So obviously papers have a very loose definition of news on January 2. I was already grumpy because they didn't do a Sunday magazine - it's the holidays and I've got nothing better to do than make fun of overpriced, ugly clothes. Then on page 4 of the 'news' section they printed an article where 5 members of the Sunday Star Times staff each trial a different diet for two weeks. Each diet is evaluated about by a dietician (for extra confusion between 'news' and 'advertising' the dieticians contact details and website are at the bottom of the article).
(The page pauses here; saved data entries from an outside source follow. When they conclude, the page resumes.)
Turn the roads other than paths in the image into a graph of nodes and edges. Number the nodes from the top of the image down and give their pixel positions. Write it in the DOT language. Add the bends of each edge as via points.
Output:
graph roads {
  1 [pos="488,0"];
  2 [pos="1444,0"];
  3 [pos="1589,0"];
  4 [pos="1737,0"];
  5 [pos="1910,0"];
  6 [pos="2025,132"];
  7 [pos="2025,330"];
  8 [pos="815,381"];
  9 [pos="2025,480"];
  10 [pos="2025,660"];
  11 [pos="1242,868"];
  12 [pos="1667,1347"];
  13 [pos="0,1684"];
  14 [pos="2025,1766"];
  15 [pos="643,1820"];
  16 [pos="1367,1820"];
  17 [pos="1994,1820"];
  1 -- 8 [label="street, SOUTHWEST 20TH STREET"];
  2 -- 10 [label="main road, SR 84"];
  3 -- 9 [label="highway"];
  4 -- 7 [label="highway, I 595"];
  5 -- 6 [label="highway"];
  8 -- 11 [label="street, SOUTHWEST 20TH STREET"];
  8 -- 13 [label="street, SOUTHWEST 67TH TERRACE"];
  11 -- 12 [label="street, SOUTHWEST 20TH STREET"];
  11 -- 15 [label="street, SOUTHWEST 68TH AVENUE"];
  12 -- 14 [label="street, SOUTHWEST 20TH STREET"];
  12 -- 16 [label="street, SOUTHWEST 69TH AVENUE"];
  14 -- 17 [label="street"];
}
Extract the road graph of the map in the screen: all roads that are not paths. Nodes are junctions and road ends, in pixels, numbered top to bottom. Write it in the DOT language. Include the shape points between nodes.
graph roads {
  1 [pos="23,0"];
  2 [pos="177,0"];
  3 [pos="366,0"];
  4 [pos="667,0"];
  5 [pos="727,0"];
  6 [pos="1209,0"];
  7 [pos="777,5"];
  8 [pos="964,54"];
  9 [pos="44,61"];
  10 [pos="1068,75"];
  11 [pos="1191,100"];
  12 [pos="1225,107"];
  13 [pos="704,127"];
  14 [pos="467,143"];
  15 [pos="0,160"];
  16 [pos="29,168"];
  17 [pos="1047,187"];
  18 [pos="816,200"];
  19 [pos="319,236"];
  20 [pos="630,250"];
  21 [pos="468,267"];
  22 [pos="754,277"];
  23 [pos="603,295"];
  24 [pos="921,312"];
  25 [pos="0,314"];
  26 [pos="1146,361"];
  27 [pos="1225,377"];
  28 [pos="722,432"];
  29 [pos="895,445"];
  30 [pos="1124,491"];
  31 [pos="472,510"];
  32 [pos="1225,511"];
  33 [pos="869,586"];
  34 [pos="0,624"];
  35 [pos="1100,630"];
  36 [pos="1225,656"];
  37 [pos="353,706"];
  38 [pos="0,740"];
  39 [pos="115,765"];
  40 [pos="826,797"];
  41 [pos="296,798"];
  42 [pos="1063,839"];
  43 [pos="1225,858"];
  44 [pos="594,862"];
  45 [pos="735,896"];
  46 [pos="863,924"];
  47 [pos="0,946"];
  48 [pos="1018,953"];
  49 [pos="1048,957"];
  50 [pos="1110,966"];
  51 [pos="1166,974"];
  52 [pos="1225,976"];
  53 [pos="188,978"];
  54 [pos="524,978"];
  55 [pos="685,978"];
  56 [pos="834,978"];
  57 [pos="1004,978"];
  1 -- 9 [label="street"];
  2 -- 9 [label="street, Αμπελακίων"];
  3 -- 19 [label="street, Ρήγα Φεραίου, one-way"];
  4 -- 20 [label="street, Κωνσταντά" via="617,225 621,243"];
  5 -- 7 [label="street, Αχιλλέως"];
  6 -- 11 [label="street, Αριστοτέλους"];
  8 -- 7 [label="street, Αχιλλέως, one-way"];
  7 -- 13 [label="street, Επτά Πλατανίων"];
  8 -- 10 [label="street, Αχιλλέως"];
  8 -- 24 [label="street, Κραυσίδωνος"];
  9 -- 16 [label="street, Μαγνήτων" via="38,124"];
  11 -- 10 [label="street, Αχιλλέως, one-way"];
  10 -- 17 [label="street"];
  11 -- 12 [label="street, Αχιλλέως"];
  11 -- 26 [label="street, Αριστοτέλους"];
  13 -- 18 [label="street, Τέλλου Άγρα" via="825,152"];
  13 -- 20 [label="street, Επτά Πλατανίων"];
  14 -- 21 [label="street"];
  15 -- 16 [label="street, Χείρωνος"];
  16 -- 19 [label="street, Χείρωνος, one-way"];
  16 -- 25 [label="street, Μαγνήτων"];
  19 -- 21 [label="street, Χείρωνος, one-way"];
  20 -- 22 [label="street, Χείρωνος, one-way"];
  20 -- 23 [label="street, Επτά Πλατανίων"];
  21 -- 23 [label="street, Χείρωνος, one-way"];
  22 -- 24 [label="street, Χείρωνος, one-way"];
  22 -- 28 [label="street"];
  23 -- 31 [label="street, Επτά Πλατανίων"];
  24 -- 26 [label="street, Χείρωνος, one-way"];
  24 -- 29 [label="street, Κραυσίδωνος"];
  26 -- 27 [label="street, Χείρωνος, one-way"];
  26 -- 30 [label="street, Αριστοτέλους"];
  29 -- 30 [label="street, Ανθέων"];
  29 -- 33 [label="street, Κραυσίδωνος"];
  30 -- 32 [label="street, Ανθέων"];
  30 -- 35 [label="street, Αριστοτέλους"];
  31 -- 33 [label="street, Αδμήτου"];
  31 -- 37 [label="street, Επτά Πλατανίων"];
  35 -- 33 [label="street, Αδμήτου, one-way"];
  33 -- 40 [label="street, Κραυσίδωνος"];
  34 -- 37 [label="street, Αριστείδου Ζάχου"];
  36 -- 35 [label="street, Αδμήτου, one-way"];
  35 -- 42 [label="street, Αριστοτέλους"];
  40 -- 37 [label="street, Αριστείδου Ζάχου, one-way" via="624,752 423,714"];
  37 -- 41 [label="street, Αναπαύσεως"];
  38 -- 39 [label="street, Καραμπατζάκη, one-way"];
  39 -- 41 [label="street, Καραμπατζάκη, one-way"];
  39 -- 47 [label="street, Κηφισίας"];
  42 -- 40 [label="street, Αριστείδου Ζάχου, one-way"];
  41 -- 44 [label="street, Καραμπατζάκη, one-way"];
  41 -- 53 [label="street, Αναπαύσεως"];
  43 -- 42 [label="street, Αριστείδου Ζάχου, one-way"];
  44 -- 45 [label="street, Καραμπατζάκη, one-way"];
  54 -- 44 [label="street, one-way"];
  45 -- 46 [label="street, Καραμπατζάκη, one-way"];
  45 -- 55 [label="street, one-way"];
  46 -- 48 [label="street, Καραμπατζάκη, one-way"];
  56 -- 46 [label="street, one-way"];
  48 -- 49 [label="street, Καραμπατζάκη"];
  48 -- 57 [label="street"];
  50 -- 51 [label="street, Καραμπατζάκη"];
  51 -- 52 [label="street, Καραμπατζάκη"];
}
Now two and a half of these diets say that they mimic what our ancestors ate. This is an unbelievably moronic idea, and I have been looking for an opportunity to mock this idea shitless for quite a while. But I wanted to point out that just because I'm mocking a few of the other diets more that doesn't mean weight watchers is any better. Despite huge wittering to the contrary, weight is not a good indicator of health. It's true that diet and exercise can impact on people's health, but if you change your diet and exercise for health reasons, rather than as an effort to lose weight, you're more likely to see better health results. I would find diets like Weight Watchers slightly more palatable, if they were just a little bit more honest, and admitted that the reason people want to loose weight is because of society's pressures about our bodies. But I have some mocking to get into, so I'm not going to get into that rant right now (although I recommend Ampersand, he has a lot of good information and analysis - even if I don't agree with all of it).
Anyway let the mocking commence:
One of the diets is the Warrior Diet: "Mimics ancient hunter-gatherers by promoting exercise and under-eating (raw fruit and veges) by day, and overeating (nearly anything you want) by night." That actually just mocks itself, but the blood-group diet is equally ridiculous. The idea is that blood type is an evolutionary marker of the sort of food you can eat:
I am Type O, The Hunter, [...] According to my red blood cells I am a muscular, active sould who thrives on a meat-rich diet. I am not sure I am true to my type but I know I am not Type A, The Cultivator, whose blood dictates they should avoid red meat and only eat vegetables. Type B is The Nomad, the only type that can thrive on dairy products.Uh-huh
There's also the Australian Total Well-Being Diet (brought to you by the Australian Meat Board) which is a low-carbohydrate, high protein diet. Now I only counted this half because as far as I know it doesn't reach back into time to find out what we should eat. It's slightly nuttier cousins The Zone and Atkins both do, so I thought I'd take this opportunity to mock them as well (the argument goes that the domestication of grains is a relatively recent invention and therefore our ancestors didn't eat that much carbohydrates because they were all out killing dinosaurs - or something)
So there are a whole bunch of diets out there with various eating programmes that all defend themselves by saying they were how we used to eat back when we were living on plains. Now, the fact that there is more than one diet that does this is the first signal that maybe we shouldn't trust them. But more importantly, we're a pretty adaptable lot; we've lived from Greenland to the Equator, and had a slightly different diet everywhere we went. We've hunted large mammals until they died out, and then found other things to eat. We've lived in areas where there's lots of protein, and areas where there's little protein. Just about every society Jared Diamond described in Collapse had a slightly different diet - some high in carbohydrate, some high in protein - and whether they died out or not depended on what they did to their environment, not the ratio of 'carbs' to protein in their diet.
However, that's just a pimple on the bottom of the the fundamental logic problem these arguments have; they all say that eating like our ancestors will help us lose weight. Lets go back to life on the plains (or early agriculture, or most times in history) what were people's main nutritional needs? Throughout the vast majority of history there has been only just enough food to feed the people who want it (and not enough in some years). So our main goal was to have enough food to live through the next winter (or drought depending on where you were). If you put on some weight this was a good thing because that store of fat was energy that you could use to get through hard times.
Our ancestors wanted to gain weight not lose it; there is no reason at all that eating like our ancestors would make us lose weight.
I know the diet industry is one stupid unbacked up statement after another, but the complete lack of basic logic here stands out even so.